Five Ways to Effectively Reduce ESR in Your Blood

Erythrocyte sedimentation rate (ESR) is an important test to diagnose body inflammation in polymyalgia rheumatica patients. Learn how you can lower your ESR, which could help reduce your PMR symptoms.

Erythrocyte sedimentation rate (ESR) is a sensitive diagnostic measurement needed to determine if you have polymyalgia rheumatica (PMR). ESR is an inflammatory marker. When your ESR shows a range of 40 mm/hr to 100 mm/hr, it means that you have a chronic inflammatory disorder, such as polymyalgia rheumatica.

Polymyalgia is characterized by pain and stiffness of the muscles. The pain area of the shoulders, neck, arms, buttocks, hips, and thighs. PMR has no known causes and usually affects the elderly aged 50 and above. Women are most likely to acquire the disease than men. The elderlies diagnosed with the disease are often in their 70s and above.

reduce-esr-polymyalgiaA rheumatologist will recommend medications to reduce your erythrocyte sedimentation rate (ESR). Your rheumy will probably prescribe you with corticosteroids and disease-modifying antirheumatic drugs  (DMARDs). You can also take some dietary supplements or alternative medicines like Omega 3 and 6, and bromelain. Realistically, you can address high ESR with a lifestyle change.

Corticosteroid Treatment

The first mode of treatment is a corticosteroid. Your rheumatologist starts you with a daily dose of corticosteroids such as Prednisone. ESR result will also help your rheumy to determine what dose will be prescribed to you.

Corticosteroids are recommended because they can provide rapid relief of symptoms. A low dose of oral corticosteroids of 15 mg per day is enough to lower abnormal ESR levels.
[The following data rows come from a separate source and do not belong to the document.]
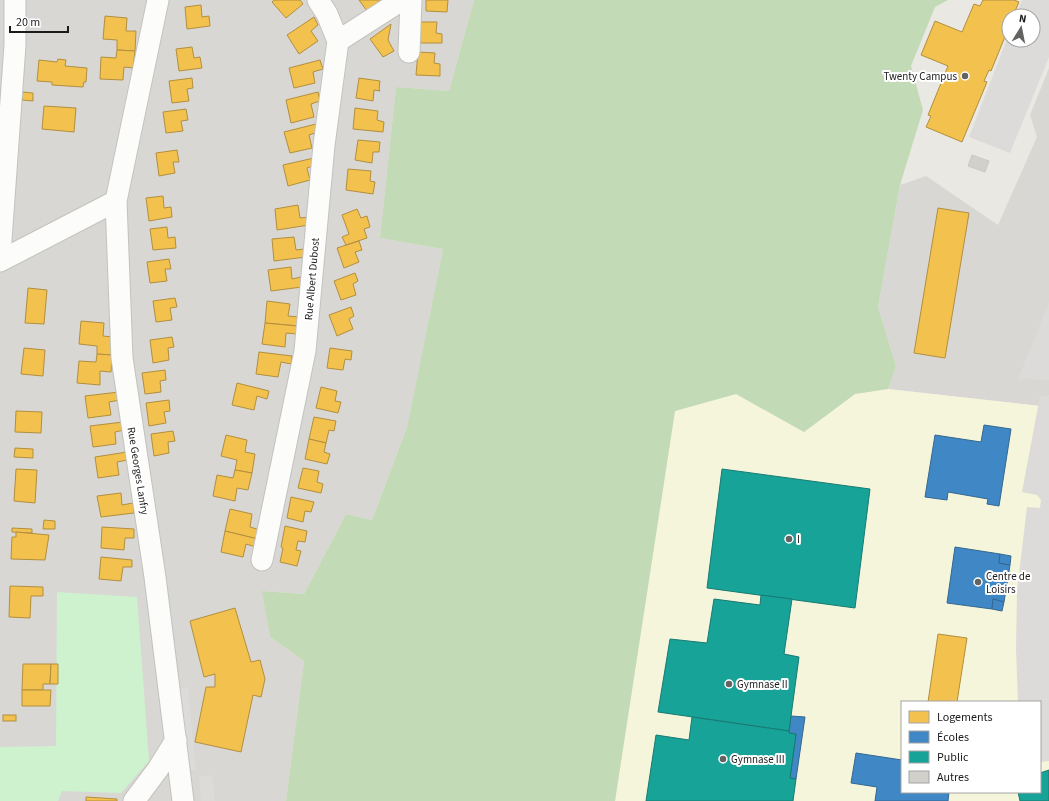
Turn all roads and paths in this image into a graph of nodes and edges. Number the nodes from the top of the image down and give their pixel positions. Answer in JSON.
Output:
{"nodes":[{"id":1,"x":15,"y":0,"type":"edge"},
{"id":2,"x":158,"y":0,"type":"edge"},
{"id":3,"x":318,"y":0,"type":"edge"},
{"id":4,"x":402,"y":0,"type":"edge"},
{"id":5,"x":411,"y":0,"type":"edge"},
{"id":6,"x":8,"y":32,"type":"edge"},
{"id":7,"x":338,"y":41,"type":"junction"},
{"id":8,"x":409,"y":52,"type":"dead end"},
{"id":9,"x":116,"y":201,"type":"junction"},
{"id":10,"x":0,"y":254,"type":"edge"},
{"id":11,"x":0,"y":261,"type":"edge"},
{"id":12,"x":262,"y":560,"type":"dead end"},
{"id":13,"x":176,"y":740,"type":"junction"},
{"id":14,"x":134,"y":801,"type":"edge"},
{"id":15,"x":183,"y":801,"type":"edge"}],
"edges":[{"from":1,"to":6,"type":"street"},
{"from":2,"to":9,"type":"street"},
{"from":3,"to":7,"type":"street","name":"Rue Albert Dubost"},
{"from":4,"to":7,"type":"street"},
{"from":5,"to":8,"type":"street"},
{"from":6,"to":10,"type":"street"},
{"from":7,"to":12,"type":"street","name":"Rue Albert Dubost"},
{"from":9,"to":11,"type":"street"},
{"from":9,"to":13,"type":"street","name":"Rue Georges Lanfry"},
{"from":13,"to":14,"type":"street"},
{"from":13,"to":15,"type":"street","name":"Rue Georges Lanfry"}]}
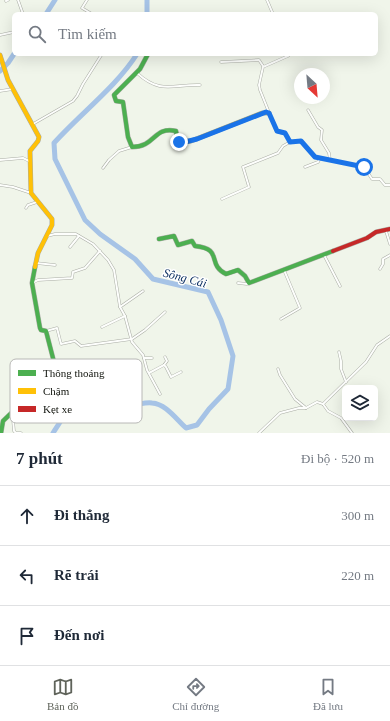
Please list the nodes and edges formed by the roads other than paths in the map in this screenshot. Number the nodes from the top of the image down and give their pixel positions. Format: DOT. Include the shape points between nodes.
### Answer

The dosage is then tapered after three weeks. From 15 mg to 12.5 mg daily for three weeks and 10 mg for the next four to six weeks. A final reduction pegged at 1 mg for every four to eight weeks is given. Medication treatment usually lasts for one to two years to prevent relapse of symptoms. The intake of steroids stops when you become asymptomatic.

DMARDs

Aside from taking corticosteroids, another treatment prescribed by a rheumatologist are disease-modifying antirheumatic drugs or DMARDs. Drugs such as methotrexate and etanercept can benefit you especially if you cannot gently taper off corticosteroid treatment. Alternative treatments on how to reduce ESR in polymyalgia

Omega 3 and Omega 6

Alternative treatments to reduce your ESR include omega 3 and omega 6 found in oil fishes. The essential fatty acids in these minerals also lessen pain and reduce inflammation. 1500 mg of omega 6 fatty acids is required daily. 3000 mg of omega 3 fatty acid is also required daily.

Bromelain

Bromelain is also considered an alternative medicine. Bromelain taken on an empty stomach lessens your dependence on steroid medication. 600 mg per day of bromelain is considered sufficient.

Lifestyle Changes

Keeping a healthy diet and lifestyle can hasten your recovery. Alcohol intake and red meat consumption must be reduced. Tea can reduce inflammation but the dairy product should be avoided.

Get Tested

An ESR test along with a complete blood count (CBC) and a C-reactive protein test are the major tests performed if your rheumatologist suspects that you have PMR. C-reactive protein is also considered an inflammation indicator.

The result of your SED test is usually parallel with the test results for C-reactive protein. This means that both tests provide highly abnormal levels when you have polymyalgia PMR. CBC provides amount results for red blood cells and hemoglobin as well as a ratio result known as hematocrit.

1 thought on “Five Ways to Effectively Reduce ESR in Your Blood”

  1. My younger brother began developing PMR symptoms shortly after getting the #2 shot for the Pfizer vaccine. He was severely disabled, lost 63 pounds and almost died. The local physicians were all but useless, failing to perform any tests outside of COVID related tests ,saying that he did not fit their protocols. Finally his personal physician intervened, and got him admitted to a local hospital, where, just by chance he was diagnosed and treated for PMS. That was last year. Shift to present, he still has the (worsening) symptoms of PMS, and now has a diagnosis of lymphoma or leukemia (depends on whether or not its in the blood stream now). I, as his older brother, am worried that I may have some of the preliminary signs of PMR, and several other troubling medical issues. I would like to get an evaluation as to our conditions, as several of my siblings had testicular cancer and my sister had cervical cancer at age 18.